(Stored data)
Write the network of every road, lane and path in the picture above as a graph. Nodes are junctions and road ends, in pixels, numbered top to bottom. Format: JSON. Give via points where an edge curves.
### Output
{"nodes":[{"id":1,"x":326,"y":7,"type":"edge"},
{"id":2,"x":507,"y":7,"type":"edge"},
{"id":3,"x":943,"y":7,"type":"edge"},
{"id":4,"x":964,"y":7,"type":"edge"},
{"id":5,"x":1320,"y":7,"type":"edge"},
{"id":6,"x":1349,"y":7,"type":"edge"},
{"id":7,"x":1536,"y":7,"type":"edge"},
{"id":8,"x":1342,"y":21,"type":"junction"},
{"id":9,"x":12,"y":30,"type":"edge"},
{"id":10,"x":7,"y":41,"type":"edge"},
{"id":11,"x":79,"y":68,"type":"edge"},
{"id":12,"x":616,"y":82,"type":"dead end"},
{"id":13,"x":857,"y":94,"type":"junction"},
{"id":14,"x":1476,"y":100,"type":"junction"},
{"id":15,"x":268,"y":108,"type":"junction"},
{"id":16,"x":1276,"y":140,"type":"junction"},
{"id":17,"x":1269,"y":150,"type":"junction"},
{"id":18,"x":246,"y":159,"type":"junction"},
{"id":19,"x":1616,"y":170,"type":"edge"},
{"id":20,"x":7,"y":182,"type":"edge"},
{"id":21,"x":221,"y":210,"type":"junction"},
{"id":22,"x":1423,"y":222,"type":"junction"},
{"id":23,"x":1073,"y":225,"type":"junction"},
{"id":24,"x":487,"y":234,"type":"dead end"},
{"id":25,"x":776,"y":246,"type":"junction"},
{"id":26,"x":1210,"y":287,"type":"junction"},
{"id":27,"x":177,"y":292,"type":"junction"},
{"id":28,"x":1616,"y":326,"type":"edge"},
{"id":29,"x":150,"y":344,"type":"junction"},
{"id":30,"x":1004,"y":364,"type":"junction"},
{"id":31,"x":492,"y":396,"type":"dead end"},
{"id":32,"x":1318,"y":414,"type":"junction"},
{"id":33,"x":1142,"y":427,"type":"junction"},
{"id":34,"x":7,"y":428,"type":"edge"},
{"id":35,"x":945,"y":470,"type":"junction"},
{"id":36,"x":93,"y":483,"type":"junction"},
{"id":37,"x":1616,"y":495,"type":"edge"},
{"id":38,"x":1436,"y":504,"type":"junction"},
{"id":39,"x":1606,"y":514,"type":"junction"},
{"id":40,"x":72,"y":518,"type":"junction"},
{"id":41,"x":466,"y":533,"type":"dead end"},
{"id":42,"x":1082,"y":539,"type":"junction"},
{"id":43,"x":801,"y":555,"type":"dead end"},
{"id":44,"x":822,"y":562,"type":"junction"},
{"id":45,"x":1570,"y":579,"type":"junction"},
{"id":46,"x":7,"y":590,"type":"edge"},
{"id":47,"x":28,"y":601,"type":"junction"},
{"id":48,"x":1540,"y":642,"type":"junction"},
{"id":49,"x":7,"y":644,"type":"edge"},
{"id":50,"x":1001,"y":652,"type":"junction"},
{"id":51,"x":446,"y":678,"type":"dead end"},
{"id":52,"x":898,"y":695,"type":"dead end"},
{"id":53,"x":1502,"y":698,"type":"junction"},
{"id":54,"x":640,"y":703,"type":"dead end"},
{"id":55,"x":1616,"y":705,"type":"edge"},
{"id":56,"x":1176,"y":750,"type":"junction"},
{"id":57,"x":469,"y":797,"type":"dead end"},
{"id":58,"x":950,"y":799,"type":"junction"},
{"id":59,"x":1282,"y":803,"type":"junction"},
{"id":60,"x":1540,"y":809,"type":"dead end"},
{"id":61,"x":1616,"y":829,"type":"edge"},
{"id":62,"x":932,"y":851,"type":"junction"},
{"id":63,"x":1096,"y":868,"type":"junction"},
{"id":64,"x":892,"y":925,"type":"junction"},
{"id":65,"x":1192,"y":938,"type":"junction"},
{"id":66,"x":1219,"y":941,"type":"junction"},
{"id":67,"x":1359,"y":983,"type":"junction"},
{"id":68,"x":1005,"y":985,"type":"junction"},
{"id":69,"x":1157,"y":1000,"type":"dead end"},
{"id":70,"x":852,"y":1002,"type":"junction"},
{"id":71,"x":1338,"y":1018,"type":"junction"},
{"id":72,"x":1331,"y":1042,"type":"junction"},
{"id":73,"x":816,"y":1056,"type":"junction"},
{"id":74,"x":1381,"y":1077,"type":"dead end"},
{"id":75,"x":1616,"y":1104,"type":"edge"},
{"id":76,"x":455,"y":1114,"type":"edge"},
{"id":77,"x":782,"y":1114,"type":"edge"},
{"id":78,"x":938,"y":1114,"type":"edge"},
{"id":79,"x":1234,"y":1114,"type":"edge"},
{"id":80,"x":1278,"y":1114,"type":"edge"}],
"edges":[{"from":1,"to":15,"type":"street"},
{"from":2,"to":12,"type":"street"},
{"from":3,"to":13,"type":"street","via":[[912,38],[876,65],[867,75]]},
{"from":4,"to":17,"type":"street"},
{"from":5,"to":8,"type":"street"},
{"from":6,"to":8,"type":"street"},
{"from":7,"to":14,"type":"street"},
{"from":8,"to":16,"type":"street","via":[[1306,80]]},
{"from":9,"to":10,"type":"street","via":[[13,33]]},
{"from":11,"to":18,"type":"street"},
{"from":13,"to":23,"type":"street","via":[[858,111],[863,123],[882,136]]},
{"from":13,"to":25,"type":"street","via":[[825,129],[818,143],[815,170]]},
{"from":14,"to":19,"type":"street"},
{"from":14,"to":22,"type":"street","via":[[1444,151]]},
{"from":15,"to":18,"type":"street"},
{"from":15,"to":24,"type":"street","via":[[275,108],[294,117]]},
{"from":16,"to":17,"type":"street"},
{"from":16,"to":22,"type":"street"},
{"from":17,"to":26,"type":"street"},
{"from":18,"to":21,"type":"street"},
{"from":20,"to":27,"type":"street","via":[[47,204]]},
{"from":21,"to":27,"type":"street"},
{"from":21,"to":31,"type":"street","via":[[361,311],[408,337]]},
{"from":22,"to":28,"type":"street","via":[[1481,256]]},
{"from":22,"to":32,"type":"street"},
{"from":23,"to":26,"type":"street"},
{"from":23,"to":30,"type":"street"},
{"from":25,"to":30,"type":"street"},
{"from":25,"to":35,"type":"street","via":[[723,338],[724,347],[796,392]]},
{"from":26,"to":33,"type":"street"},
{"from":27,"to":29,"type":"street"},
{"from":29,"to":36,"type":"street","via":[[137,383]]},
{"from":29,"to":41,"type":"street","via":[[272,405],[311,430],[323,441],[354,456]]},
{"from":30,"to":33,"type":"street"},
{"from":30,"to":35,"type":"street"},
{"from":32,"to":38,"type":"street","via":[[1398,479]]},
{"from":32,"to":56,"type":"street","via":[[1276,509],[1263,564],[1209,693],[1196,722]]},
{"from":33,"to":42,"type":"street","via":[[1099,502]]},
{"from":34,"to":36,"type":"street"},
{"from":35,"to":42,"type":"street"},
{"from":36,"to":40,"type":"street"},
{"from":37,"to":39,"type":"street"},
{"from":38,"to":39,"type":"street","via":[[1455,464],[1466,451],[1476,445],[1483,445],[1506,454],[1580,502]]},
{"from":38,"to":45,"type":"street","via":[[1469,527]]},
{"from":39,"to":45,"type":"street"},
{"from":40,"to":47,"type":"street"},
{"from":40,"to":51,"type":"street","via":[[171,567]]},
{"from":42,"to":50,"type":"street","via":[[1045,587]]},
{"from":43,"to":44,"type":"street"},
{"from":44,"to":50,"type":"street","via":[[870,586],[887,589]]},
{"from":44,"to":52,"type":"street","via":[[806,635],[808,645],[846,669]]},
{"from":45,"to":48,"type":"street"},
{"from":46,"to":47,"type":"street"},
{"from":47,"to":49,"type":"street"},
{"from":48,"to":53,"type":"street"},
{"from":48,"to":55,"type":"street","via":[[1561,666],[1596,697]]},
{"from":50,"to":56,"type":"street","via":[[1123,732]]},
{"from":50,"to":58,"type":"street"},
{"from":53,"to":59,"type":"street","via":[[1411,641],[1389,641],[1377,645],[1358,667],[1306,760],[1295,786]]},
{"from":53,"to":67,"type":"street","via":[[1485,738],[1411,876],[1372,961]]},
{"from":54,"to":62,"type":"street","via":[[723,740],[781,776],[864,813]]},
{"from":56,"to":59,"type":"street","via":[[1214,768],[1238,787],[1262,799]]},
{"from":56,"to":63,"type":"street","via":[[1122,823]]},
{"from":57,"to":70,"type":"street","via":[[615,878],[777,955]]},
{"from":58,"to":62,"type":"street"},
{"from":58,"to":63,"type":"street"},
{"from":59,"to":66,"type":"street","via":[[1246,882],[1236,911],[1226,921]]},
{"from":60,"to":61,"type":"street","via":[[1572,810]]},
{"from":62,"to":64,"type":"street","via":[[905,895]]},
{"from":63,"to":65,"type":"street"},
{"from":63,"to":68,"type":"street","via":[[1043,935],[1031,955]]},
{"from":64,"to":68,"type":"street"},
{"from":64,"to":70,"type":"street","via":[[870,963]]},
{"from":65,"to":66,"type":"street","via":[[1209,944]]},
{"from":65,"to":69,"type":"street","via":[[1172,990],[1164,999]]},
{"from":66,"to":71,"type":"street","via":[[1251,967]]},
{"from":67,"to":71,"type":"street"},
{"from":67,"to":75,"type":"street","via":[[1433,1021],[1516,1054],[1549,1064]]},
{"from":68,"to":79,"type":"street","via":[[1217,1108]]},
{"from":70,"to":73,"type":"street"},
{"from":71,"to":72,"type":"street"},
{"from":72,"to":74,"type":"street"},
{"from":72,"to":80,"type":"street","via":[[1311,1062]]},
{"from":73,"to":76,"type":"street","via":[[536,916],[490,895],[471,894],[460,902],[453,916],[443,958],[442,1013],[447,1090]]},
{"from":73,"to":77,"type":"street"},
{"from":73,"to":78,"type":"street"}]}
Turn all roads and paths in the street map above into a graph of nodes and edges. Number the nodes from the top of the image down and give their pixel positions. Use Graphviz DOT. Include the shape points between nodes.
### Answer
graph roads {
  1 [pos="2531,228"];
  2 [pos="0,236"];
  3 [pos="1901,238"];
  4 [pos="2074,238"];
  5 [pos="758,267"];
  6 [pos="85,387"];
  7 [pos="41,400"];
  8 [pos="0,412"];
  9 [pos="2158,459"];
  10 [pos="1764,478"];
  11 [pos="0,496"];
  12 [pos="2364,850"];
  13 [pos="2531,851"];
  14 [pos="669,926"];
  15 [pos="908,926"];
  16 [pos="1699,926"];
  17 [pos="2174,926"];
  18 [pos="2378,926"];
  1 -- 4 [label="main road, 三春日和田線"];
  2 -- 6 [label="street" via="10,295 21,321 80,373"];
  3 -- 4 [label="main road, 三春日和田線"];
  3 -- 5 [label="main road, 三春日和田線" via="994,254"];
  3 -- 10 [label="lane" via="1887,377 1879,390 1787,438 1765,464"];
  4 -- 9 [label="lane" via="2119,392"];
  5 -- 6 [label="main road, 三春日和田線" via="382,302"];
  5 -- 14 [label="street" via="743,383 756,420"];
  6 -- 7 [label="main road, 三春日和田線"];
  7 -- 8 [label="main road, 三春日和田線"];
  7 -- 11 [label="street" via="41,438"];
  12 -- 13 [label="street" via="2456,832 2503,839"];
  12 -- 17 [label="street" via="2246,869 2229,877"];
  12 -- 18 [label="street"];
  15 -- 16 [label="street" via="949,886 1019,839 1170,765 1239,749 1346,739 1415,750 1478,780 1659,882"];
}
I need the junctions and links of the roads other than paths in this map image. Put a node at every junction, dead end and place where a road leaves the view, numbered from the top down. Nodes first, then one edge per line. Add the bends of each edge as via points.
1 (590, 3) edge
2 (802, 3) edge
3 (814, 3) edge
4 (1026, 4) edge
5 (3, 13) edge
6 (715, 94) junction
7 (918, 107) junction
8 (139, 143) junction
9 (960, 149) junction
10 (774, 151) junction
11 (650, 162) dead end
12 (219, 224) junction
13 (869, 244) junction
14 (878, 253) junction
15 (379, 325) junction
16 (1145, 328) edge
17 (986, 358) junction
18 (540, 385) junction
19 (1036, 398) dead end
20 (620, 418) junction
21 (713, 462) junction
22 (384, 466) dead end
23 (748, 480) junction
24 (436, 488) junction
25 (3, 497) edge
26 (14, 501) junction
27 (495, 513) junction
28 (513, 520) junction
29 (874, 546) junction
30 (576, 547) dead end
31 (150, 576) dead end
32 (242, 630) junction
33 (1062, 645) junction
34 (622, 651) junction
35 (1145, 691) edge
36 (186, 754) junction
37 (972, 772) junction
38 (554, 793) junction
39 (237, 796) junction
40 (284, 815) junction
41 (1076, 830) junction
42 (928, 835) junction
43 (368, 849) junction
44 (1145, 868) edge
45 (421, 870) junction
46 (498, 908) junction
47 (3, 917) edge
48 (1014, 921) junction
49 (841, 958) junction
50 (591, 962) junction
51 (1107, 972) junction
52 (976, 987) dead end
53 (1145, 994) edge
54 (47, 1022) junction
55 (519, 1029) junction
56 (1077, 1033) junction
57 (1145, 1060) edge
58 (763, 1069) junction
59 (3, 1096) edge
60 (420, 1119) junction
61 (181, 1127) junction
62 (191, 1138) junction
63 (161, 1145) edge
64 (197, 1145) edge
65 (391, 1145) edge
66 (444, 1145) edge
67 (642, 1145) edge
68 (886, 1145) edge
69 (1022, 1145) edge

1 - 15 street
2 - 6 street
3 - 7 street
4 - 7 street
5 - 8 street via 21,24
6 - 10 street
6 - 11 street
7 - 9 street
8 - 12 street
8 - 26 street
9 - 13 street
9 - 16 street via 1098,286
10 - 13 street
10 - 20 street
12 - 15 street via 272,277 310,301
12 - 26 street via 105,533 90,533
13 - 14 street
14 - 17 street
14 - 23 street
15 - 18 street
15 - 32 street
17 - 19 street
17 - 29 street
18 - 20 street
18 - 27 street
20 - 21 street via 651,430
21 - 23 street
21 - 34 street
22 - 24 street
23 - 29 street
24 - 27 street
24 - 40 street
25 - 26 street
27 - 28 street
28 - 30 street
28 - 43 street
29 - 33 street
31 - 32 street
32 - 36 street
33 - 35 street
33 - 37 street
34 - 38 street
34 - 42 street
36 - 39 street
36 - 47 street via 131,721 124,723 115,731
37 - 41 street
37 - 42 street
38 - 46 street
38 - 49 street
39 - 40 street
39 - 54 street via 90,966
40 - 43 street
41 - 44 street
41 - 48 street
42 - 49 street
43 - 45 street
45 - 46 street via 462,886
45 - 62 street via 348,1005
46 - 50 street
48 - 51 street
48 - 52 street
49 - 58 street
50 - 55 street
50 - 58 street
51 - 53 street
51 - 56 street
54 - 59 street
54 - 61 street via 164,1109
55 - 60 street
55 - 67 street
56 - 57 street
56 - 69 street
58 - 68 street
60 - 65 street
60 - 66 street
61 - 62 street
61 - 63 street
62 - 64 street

PROMPT:
The answer must consist of every line from the data that holds the string "三春日和田線".

ANSWER BOX:
  1 -- 4 [label="main road, 三春日和田線"];
  3 -- 4 [label="main road, 三春日和田線"];
  3 -- 5 [label="main road, 三春日和田線" via="994,254"];
  5 -- 6 [label="main road, 三春日和田線" via="382,302"];
  6 -- 7 [label="main road, 三春日和田線"];
  7 -- 8 [label="main road, 三春日和田線"];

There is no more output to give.